--- Supplied data Enclosed Below ---
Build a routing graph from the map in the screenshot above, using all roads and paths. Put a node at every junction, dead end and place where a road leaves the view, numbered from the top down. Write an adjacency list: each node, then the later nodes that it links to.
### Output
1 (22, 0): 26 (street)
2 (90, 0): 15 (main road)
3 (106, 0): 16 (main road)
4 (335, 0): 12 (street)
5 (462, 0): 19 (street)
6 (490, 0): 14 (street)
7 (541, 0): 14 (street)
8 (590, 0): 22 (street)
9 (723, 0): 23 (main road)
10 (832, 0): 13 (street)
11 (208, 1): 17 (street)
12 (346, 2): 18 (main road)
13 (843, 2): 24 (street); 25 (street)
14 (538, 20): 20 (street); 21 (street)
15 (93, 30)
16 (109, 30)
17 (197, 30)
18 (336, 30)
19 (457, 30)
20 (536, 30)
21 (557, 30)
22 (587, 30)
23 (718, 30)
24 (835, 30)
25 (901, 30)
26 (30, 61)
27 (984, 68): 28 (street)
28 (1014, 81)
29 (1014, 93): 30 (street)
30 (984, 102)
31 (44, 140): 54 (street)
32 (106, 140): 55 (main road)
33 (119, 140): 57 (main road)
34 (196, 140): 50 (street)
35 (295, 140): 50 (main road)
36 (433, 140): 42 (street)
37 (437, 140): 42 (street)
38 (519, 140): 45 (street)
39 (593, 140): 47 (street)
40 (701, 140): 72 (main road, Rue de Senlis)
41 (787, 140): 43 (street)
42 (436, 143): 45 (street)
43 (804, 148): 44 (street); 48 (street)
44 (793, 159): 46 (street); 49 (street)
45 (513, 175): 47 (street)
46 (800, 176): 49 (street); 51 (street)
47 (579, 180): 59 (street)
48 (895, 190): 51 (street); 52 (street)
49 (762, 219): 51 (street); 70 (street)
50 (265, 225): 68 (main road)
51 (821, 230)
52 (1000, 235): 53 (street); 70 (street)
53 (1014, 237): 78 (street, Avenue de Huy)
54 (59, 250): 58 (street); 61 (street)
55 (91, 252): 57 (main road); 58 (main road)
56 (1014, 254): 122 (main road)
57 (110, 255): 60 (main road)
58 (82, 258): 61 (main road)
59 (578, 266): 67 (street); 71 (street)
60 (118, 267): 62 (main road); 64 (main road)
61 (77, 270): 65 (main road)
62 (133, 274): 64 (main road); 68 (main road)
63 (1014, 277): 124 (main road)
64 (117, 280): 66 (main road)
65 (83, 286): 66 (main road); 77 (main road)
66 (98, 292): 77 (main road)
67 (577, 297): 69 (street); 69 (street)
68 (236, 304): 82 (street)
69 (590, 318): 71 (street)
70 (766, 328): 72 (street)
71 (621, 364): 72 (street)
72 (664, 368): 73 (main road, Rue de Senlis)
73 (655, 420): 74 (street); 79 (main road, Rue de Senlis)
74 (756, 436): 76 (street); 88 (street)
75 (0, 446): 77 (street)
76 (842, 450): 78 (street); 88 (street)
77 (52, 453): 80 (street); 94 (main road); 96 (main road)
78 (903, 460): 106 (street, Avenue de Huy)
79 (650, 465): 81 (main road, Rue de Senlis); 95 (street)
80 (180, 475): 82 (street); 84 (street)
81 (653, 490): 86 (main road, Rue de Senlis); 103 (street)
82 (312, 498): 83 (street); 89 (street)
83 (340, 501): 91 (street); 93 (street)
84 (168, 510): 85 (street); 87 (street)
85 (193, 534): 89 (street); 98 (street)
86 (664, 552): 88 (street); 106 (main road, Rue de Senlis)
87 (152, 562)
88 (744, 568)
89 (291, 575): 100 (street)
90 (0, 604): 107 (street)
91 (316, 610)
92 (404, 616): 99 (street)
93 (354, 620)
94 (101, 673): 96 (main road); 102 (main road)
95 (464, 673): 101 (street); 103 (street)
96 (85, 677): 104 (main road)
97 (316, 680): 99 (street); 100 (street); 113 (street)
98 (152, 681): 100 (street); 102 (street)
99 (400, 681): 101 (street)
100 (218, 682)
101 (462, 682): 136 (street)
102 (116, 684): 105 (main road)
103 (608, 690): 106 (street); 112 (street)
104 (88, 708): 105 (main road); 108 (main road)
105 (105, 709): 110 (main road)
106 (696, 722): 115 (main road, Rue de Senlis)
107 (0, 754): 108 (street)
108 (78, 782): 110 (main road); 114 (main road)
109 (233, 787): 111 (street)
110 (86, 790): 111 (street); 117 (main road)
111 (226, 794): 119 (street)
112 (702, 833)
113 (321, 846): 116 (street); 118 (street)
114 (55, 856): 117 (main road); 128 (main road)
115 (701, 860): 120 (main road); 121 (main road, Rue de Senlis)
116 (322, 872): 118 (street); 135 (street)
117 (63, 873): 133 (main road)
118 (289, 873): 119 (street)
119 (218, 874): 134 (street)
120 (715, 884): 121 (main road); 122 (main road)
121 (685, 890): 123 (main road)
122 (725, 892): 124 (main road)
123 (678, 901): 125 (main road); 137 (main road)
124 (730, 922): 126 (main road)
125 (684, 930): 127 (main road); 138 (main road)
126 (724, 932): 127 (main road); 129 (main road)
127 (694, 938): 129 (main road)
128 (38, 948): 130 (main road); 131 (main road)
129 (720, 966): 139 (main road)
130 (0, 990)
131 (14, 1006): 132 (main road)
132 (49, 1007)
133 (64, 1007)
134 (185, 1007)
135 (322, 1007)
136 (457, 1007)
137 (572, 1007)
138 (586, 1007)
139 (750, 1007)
--- End of Enclosed Supplied data ---
- [About this exercise] Copy each line of the preceding material that contains "Avenue".

- [Answer below]
53 (1014, 237): 78 (street, Avenue de Huy)
78 (903, 460): 106 (street, Avenue de Huy)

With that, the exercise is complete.